2018 First Night Northampton // SUNDAY
Checking out all the great local bands while meandering through the chilly streets of downtown Northampton is a tradition for me on New Year’s Eve, and this year is no exception. There’s a plethora of amazing acts performing across the downtown area, including Heather Maloney, the Happy Valley Guitar Orchestra, Colorway (pictured), Fancy Trash, the Women’s Songwriter Collective, Eli Catlin, and Winterpills Duo, to name a few. Part of the fun with First Night in Northampton is checking out bands or artists that you’ve heard about, but have never seen live. That’s one thing I’m looking forward to as well as stopping by Pita Pockets in between shows for a hot tasty falafel.

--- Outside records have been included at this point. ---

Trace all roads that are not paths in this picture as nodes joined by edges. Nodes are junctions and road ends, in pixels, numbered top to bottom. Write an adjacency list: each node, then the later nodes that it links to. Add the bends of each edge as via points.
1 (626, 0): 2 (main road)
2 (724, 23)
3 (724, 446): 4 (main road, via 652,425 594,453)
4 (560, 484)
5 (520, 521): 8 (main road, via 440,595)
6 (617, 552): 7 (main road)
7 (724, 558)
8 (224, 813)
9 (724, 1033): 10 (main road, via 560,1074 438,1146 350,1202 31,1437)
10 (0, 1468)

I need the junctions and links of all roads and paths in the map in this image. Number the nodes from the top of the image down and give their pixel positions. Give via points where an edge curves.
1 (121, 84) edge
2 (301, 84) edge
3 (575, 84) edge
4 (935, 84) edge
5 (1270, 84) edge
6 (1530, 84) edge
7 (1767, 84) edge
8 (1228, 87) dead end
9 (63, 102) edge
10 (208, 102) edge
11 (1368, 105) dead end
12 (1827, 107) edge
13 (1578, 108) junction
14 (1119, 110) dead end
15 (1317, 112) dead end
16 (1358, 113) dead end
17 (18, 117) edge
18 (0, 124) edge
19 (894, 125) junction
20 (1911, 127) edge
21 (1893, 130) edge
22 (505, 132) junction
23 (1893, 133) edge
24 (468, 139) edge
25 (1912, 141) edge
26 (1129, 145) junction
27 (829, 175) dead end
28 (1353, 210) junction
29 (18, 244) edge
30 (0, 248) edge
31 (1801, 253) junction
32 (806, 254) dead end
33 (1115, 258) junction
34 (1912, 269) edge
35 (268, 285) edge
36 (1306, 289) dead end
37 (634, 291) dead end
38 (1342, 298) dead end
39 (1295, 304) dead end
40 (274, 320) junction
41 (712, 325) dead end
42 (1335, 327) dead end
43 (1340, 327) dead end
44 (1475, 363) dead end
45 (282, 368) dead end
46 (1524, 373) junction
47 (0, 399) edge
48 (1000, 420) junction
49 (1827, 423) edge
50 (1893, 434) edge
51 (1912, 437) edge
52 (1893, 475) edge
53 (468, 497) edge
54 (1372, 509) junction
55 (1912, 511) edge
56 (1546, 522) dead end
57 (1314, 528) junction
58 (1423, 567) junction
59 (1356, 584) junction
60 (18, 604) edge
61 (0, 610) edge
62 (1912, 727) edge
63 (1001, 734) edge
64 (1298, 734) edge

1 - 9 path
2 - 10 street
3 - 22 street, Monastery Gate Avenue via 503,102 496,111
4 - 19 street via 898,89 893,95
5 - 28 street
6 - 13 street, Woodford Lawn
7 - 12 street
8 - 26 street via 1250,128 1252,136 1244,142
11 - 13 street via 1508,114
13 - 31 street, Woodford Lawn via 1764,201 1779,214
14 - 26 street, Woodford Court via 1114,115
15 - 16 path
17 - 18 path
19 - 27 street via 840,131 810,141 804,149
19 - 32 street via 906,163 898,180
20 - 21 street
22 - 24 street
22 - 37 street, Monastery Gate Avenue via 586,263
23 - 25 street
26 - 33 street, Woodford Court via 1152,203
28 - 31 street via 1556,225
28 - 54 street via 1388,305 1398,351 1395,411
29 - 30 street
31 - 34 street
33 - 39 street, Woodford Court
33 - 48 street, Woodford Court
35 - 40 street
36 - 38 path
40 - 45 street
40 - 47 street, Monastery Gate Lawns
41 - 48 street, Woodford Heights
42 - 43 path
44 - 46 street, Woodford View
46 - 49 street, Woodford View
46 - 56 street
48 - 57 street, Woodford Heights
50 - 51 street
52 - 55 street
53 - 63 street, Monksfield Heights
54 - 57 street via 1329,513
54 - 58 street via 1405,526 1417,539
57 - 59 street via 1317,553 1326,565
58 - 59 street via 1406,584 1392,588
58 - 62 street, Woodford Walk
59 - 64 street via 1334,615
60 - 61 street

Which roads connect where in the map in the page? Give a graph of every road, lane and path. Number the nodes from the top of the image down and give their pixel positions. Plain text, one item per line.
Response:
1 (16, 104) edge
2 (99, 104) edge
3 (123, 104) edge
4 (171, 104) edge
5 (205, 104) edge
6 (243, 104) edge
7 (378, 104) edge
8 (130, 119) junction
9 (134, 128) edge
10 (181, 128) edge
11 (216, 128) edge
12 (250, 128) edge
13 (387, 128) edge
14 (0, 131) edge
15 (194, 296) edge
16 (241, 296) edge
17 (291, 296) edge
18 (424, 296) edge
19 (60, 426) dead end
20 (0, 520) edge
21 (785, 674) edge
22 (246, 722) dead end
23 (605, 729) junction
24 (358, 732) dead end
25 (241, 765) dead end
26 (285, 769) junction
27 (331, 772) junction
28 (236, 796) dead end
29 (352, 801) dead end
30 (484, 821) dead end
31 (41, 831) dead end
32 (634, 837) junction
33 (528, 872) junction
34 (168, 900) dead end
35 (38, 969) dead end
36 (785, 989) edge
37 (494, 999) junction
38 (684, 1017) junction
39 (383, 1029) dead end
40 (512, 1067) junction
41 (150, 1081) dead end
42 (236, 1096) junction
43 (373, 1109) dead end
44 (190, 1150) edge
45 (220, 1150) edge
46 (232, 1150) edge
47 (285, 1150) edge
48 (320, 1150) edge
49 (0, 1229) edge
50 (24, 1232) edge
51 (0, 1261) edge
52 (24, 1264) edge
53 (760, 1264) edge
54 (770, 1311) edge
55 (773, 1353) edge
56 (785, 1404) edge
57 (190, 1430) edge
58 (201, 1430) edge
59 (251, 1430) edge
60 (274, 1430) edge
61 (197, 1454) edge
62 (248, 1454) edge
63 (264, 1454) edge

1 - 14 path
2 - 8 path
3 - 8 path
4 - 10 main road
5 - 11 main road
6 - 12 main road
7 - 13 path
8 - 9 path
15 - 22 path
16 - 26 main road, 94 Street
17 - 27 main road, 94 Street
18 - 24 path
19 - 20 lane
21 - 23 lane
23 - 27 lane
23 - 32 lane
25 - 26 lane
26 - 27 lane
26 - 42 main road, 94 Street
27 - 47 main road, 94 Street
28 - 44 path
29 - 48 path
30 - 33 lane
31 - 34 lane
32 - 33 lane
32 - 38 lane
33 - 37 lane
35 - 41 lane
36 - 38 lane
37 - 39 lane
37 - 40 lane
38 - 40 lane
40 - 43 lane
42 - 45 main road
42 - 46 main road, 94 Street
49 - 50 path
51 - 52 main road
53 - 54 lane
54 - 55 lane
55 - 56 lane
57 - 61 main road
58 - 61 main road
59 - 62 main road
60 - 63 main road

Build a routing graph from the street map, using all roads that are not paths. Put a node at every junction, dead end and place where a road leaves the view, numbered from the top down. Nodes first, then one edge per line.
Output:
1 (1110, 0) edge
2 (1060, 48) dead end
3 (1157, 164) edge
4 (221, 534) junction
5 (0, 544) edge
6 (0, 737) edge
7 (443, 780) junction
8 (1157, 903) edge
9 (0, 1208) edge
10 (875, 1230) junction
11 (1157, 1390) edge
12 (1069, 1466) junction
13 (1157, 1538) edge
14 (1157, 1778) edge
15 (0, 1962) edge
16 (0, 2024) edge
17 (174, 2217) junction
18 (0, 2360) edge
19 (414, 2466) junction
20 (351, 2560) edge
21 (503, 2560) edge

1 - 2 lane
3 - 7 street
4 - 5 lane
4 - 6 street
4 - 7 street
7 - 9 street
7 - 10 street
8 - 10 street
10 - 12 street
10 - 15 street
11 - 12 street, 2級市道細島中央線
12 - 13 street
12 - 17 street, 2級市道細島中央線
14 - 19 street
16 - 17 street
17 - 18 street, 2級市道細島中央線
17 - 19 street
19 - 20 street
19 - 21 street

Downtown Northampton, 12 p.m. to 12 a.m. $20 for day and evening adult buttons.
— Chris Goudreau
Rubblebucket // SATURDAY
If you have some how missed the experience that is a Rubblebucket show since living in the Valley then get your butt down to Gateway City Arts on December 30 for the most exuberant indie-rock-horn-laden party that you’ll ever go to. I’m hoping that they pull off a balloon drop even though it’s technically not New Years Eve. But with or without balloons there will 100 percent be glitter, magic, and dancing. As Paste once said, Rubblebucket is “music that will make anyone with a pulse dance.” Cuddle Magic is opening, $20 adv / $25 door, 18+. Doors open at 8 p.m.
— Meg Bantle
Home Alone // THURSDAY
If you’re a ‘90s kid like me, there’s some nostalgia when it comes to hearing the name Kevin McCallister. I think I was too young to see the first Home Alone in theaters, but hey, many moons later, I have my chance. After the craziness of the Christmas holiday and before the New Years hits ya, get comfy with some popcorn and enjoy a classic while you shut the rest of the world out. $7, 4 p.m., Mahaiwe Performing Arts Center, 14 Castle St., Great Barrington.
— Jennifer Levesque
Weeds Triumphant // THRU JAN. 30
Walking through the woods one time, I looked up at the thick vines dangling from the trees. The trees had done all of this work growing from small seedlings to create sturdy trunks to hold themselves up, but the vines managed to slither up those trunks and get just as high, basking in the unearned sunlight. I look forward to seeing Andrew Held’s exhibition “Weeds Triumphant,” photos of weeds interfacing with human-created objects. Nature always finds a way. Oresman Gallery, Smith College, 22 Elm St., Northampton. Monday-Friday, 8:30 a.m.-4:30 p.m.